北海道の南西部、渡島半島(おしまはんとう)の日本海側に位置し、離島の奥尻島を含む檜山。江差町(えさしちょう)、上ノ国町(かみのくにちょう)、厚沢部町(あっさぶちょう)、乙部町(おとべちょう)、奥尻町(おくしりちょう)、今金町(いまかねちょう)、せたな町の全7町で構成されています。総面積は2,630km2で佐賀県よりやや大きく、全道の3.2%を占めています。西部は日本海側に面して平野が少なく、7町のうち5町が海岸線を有しています。
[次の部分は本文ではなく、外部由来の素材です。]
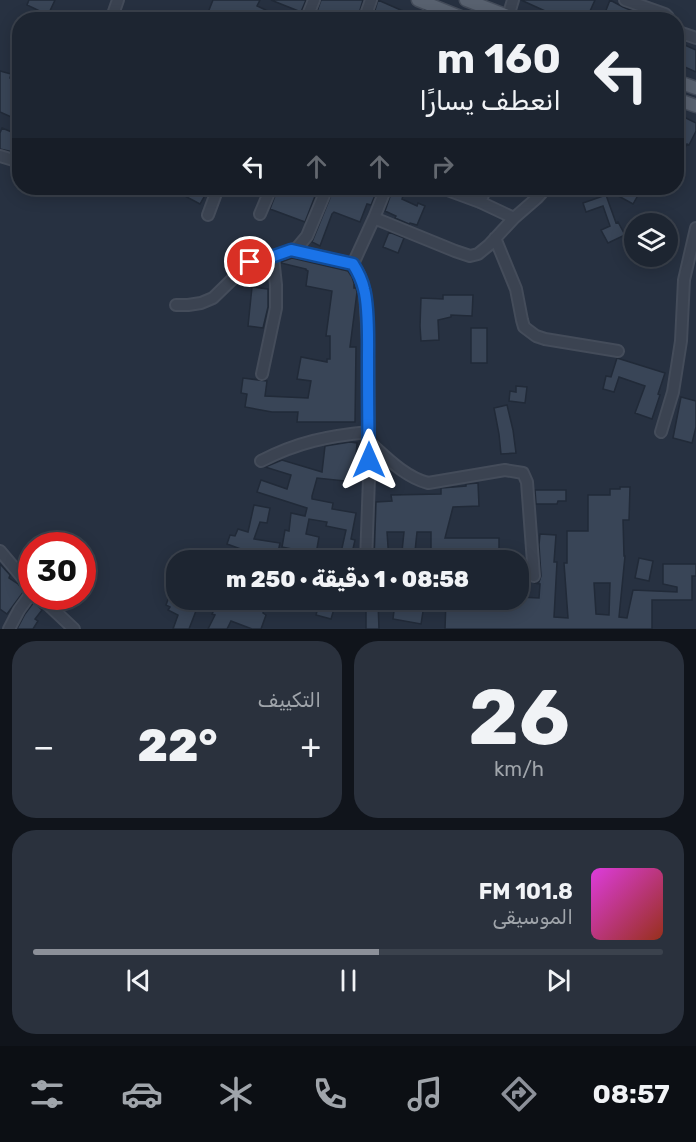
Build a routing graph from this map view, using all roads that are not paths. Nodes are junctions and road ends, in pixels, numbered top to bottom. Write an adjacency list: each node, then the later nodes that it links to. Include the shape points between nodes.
1 (418, 0): 4 (main road)
2 (466, 0): 7 (main road)
3 (624, 0): 8 (street)
4 (431, 5): 5 (street); 6 (main road)
5 (429, 12)
6 (448, 12)
7 (496, 12)
8 (659, 12)
9 (215, 195): 18 (street)
10 (268, 195): 17 (street)
11 (324, 195): 23 (street, via 307,236)
12 (383, 195): 19 (street)
13 (461, 195): 16 (street)
14 (483, 195): 16 (street)
15 (540, 195): 20 (street)
16 (480, 202): 20 (street)
17 (260, 214)
18 (208, 215)
19 (374, 218): 22 (street, via 470,256); 25 (street)
20 (514, 219): 22 (street)
21 (696, 228): 29 (street, via 684,280 673,392)
22 (495, 238): 27 (street, via 516,290 526,329 545,339)
23 (291, 250): 24 (street); 25 (street)
24 (273, 257): 26 (street, via 250,262 213,298); 28 (street, via 276,308)
25 (353, 264): 30 (street, via 365,291)
26 (176, 305)
27 (618, 351)
28 (262, 374)
29 (661, 432)
30 (369, 437): 31 (street, via 321,438); 32 (street); 35 (street, via 408,475 428,483 505,470 523,473 527,482)
31 (261, 461)
32 (366, 550)
33 (0, 551): 34 (street)
34 (18, 573)
35 (534, 576)
36 (19, 610): 38 (street)
37 (54, 610): 39 (street)
38 (9, 629)
39 (74, 629)

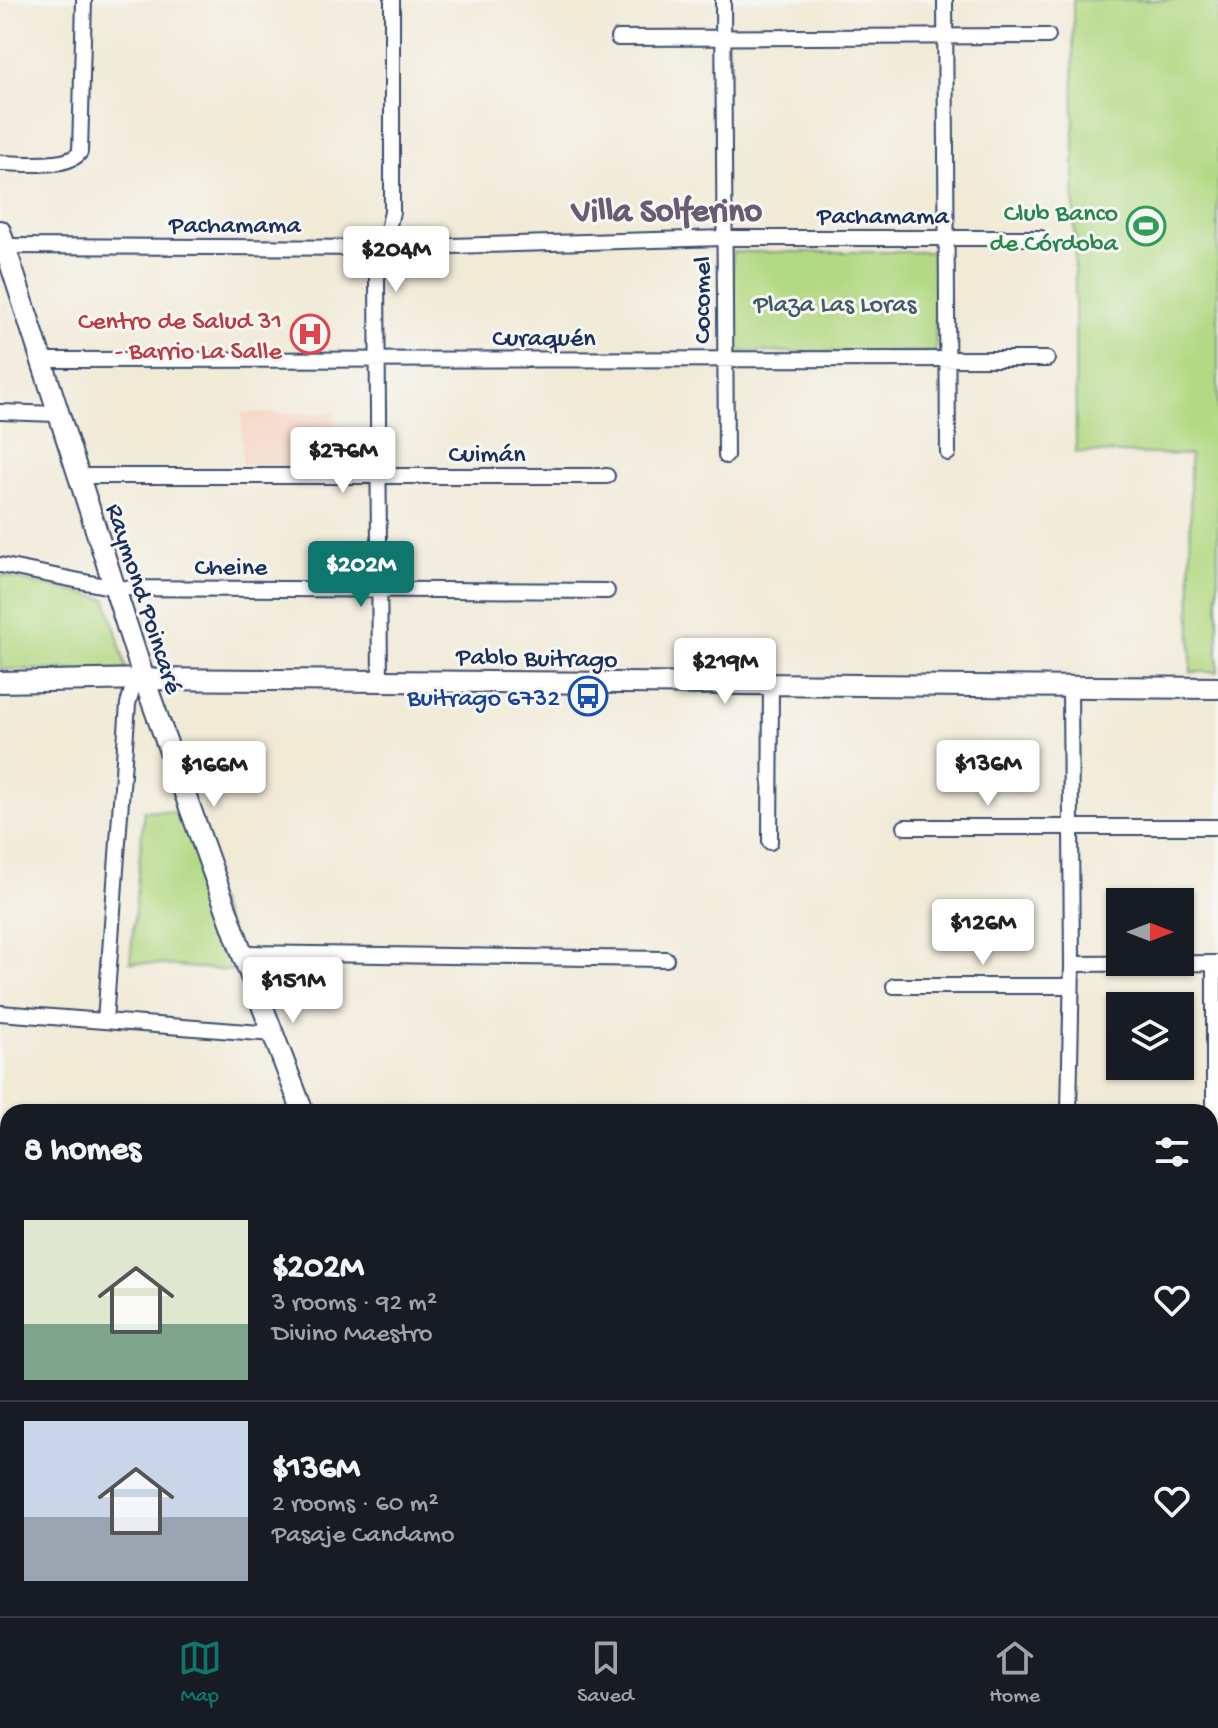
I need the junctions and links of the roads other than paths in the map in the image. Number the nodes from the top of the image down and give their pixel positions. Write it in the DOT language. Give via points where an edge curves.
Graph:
graph roads {
  1 [pos="84,0"];
  2 [pos="392,0"];
  3 [pos="723,0"];
  4 [pos="945,0"];
  5 [pos="944,36"];
  6 [pos="1048,36"];
  7 [pos="722,37"];
  8 [pos="618,38"];
  9 [pos="0,163"];
  10 [pos="724,238"];
  11 [pos="946,238"];
  12 [pos="1041,238"];
  13 [pos="2,239"];
  14 [pos="384,248"];
  15 [pos="725,359"];
  16 [pos="1047,359"];
  17 [pos="41,360"];
  18 [pos="948,360"];
  19 [pos="376,361"];
  20 [pos="0,412"];
  21 [pos="57,414"];
  22 [pos="948,453"];
  23 [pos="726,456"];
  24 [pos="79,476"];
  25 [pos="379,476"];
  26 [pos="607,476"];
  27 [pos="0,565"];
  28 [pos="115,588"];
  29 [pos="380,590"];
  30 [pos="607,591"];
  31 [pos="140,679"];
  32 [pos="380,681"];
  33 [pos="0,682"];
  34 [pos="771,685"];
  35 [pos="1218,688"];
  36 [pos="1070,689"];
  37 [pos="905,827"];
  38 [pos="1070,827"];
  39 [pos="1218,827"];
  40 [pos="770,842"];
  41 [pos="242,953"];
  42 [pos="666,959"];
  43 [pos="1216,963"];
  44 [pos="1072,964"];
  45 [pos="894,986"];
  46 [pos="1071,986"];
  47 [pos="0,1013"];
  48 [pos="105,1021"];
  49 [pos="273,1034"];
  50 [pos="300,1104"];
  51 [pos="1069,1104"];
  52 [pos="1215,1104"];
  1 -- 9 [label="street" via="80,152 67,162"];
  2 -- 14 [label="street" via="392,212"];
  3 -- 7 [label="street, Cocomel"];
  4 -- 5 [label="street"];
  5 -- 6 [label="street"];
  5 -- 7 [label="street"];
  5 -- 11 [label="street"];
  7 -- 8 [label="street"];
  7 -- 10 [label="street, Cocomel"];
  10 -- 11 [label="street, Pachamama"];
  10 -- 14 [label="street, Pachamama"];
  10 -- 15 [label="street, Cocomel"];
  11 -- 12 [label="street, Pachamama"];
  11 -- 18 [label="street"];
  13 -- 14 [label="street, Pachamama"];
  13 -- 17 [label="main road, Raymond Poincaré"];
  14 -- 19 [label="street" via="377,278"];
  15 -- 18 [label="street, Curaquén"];
  15 -- 19 [label="street, Curaquén"];
  15 -- 23 [label="street, Cocomel"];
  16 -- 18 [label="street, Curaquén"];
  17 -- 19 [label="street, Curaquén"];
  17 -- 21 [label="main road, Raymond Poincaré"];
  18 -- 22 [label="street"];
  19 -- 25 [label="street"];
  20 -- 21 [label="street"];
  21 -- 24 [label="main road, Raymond Poincaré"];
  24 -- 25 [label="street, Cuimán"];
  24 -- 28 [label="main road, Raymond Poincaré"];
  25 -- 26 [label="street, Cuimán"];
  25 -- 29 [label="street"];
  27 -- 28 [label="street, Cheine"];
  28 -- 29 [label="street, Cheine"];
  28 -- 31 [label="main road, Raymond Poincaré"];
  29 -- 30 [label="street, Cheine"];
  29 -- 32 [label="street"];
  31 -- 32 [label="main road, Pablo Buitrago"];
  31 -- 33 [label="main road, Pablo Buitrago"];
  31 -- 41 [label="main road, Raymond Poincaré"];
  31 -- 48 [label="street" via="128,704"];
  32 -- 34 [label="main road, Pablo Buitrago"];
  34 -- 36 [label="main road, Pablo Buitrago"];
  34 -- 40 [label="street"];
  35 -- 36 [label="main road, Pablo Buitrago"];
  36 -- 38 [label="street"];
  37 -- 38 [label="street"];
  38 -- 39 [label="street"];
  38 -- 44 [label="street"];
  41 -- 42 [label="street"];
  41 -- 49 [label="main road, Raymond Poincaré"];
  43 -- 44 [label="street"];
  43 -- 52 [label="street"];
  44 -- 46 [label="street"];
  45 -- 46 [label="street"];
  46 -- 51 [label="street"];
  47 -- 48 [label="street"];
  48 -- 49 [label="street"];
  49 -- 50 [label="main road, Raymond Poincaré"];
}
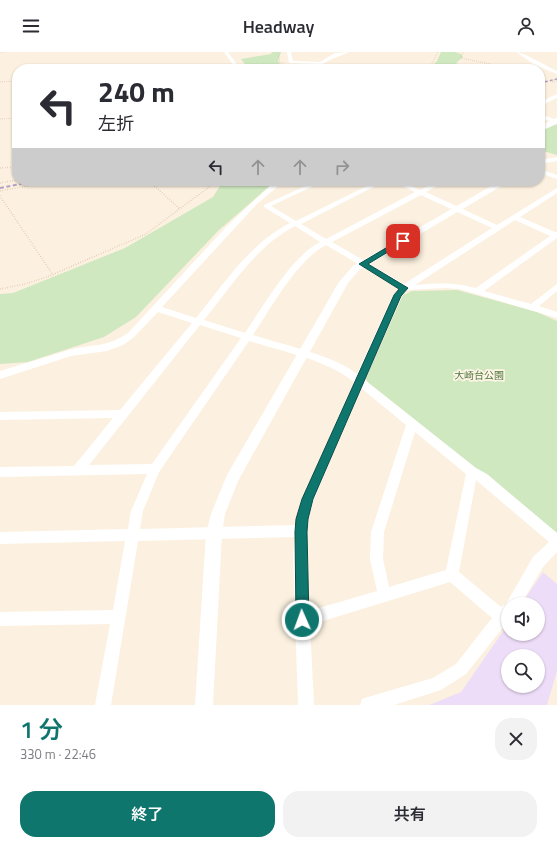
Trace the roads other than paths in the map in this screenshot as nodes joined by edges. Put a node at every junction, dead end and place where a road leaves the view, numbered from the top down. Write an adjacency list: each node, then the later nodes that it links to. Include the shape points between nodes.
1 (226, 52): 8 (street)
2 (289, 52): 6 (street)
3 (340, 52): 4 (street); 7 (street)
4 (347, 52)
5 (518, 52): 9 (street)
6 (291, 62): 7 (street)
7 (321, 63)
8 (234, 64)
9 (541, 64)
10 (545, 66): 11 (street)
11 (556, 72)
12 (557, 96): 13 (street)
13 (545, 102)
14 (545, 118): 15 (street)
15 (556, 121): 16 (street)
16 (545, 126)
17 (557, 159): 18 (street)
18 (545, 161)
19 (545, 173): 20 (street)
20 (557, 177)
21 (275, 186): 40 (street, via 254,203)
22 (310, 186): 31 (street, via 266,206)
23 (372, 186): 31 (street)
24 (407, 186): 28 (street)
25 (432, 186): 28 (street)
26 (498, 186): 29 (street)
27 (557, 190): 30 (street)
28 (420, 192): 29 (street); 34 (street)
29 (457, 210): 32 (street); 35 (street)
30 (514, 217): 32 (street); 33 (street)
31 (295, 223): 34 (street); 42 (street, via 274,235 251,255)
32 (497, 228): 37 (street)
33 (556, 236): 38 (street)
34 (326, 242): 35 (street); 43 (street, via 298,263)
35 (363, 264): 37 (street); 44 (street, via 347,278)
36 (557, 287): 39 (street)
37 (404, 288): 38 (street, via 446,285); 46 (street, via 398,295)
38 (478, 291): 39 (street)
39 (532, 307): 41 (street)
40 (155, 308): 42 (street); 45 (street, via 131,335 120,343 108,348 71,353)
41 (557, 315)
42 (198, 322): 43 (street); 47 (street)
43 (247, 337): 44 (street); 50 (street)
44 (303, 354): 46 (street, via 335,366); 55 (street, via 232,479 218,514)
45 (0, 375)
46 (359, 382): 49 (street); 54 (street, via 308,499)
47 (122, 414): 48 (street); 51 (street)
48 (0, 416)
49 (412, 424): 53 (street); 60 (street, via 376,536 375,555)
50 (155, 469): 51 (street); 56 (street, via 137,511)
51 (76, 471): 52 (street)
52 (0, 472)
53 (472, 472): 58 (street, via 483,478); 59 (street)
54 (301, 532): 55 (street); 66 (street)
55 (214, 533): 56 (street); 68 (street)
56 (132, 535): 57 (street); 63 (street)
57 (0, 538)
58 (557, 542): 61 (street, via 538,562)
59 (452, 575): 60 (street); 62 (street)
60 (385, 595): 66 (street)
61 (517, 597)
62 (501, 611)
63 (118, 617): 64 (street); 67 (street)
64 (0, 619)
65 (501, 619): 70 (street, via 461,669 436,685)
66 (302, 620): 69 (street)
67 (103, 705)
68 (204, 705)
69 (306, 705)
70 (368, 705)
気候は、北上する対馬海流の影響を受けて比較的温暖です。年間平均気温は10.9℃(2015年江差町)と全道でも気温の高い地域です。

いわゆるメジャーな観光地ではないため、観光ガイドではあまり紹介されていませんが、海岸沿いには切り立つ断崖や奇岩が連続し、夏には穏やかで澄みわたった海とそこに沈む美しい夕日を眺めることができます。また、すばらしい景観を有する「檜山」、「狩場茂津多(かりばもった)」の2つの道立自然公園があり、海、山、温泉等の自然に恵まれていて、「知る人ぞ知る北海道」の魅力が多くあります。

江差のシンボル江差町

北海道文化発祥の地といわれる江差町。江戸時代のニシン漁最盛期には、「江差の五月は江戸にもない」といわれるほど繁盛を極めたそうです。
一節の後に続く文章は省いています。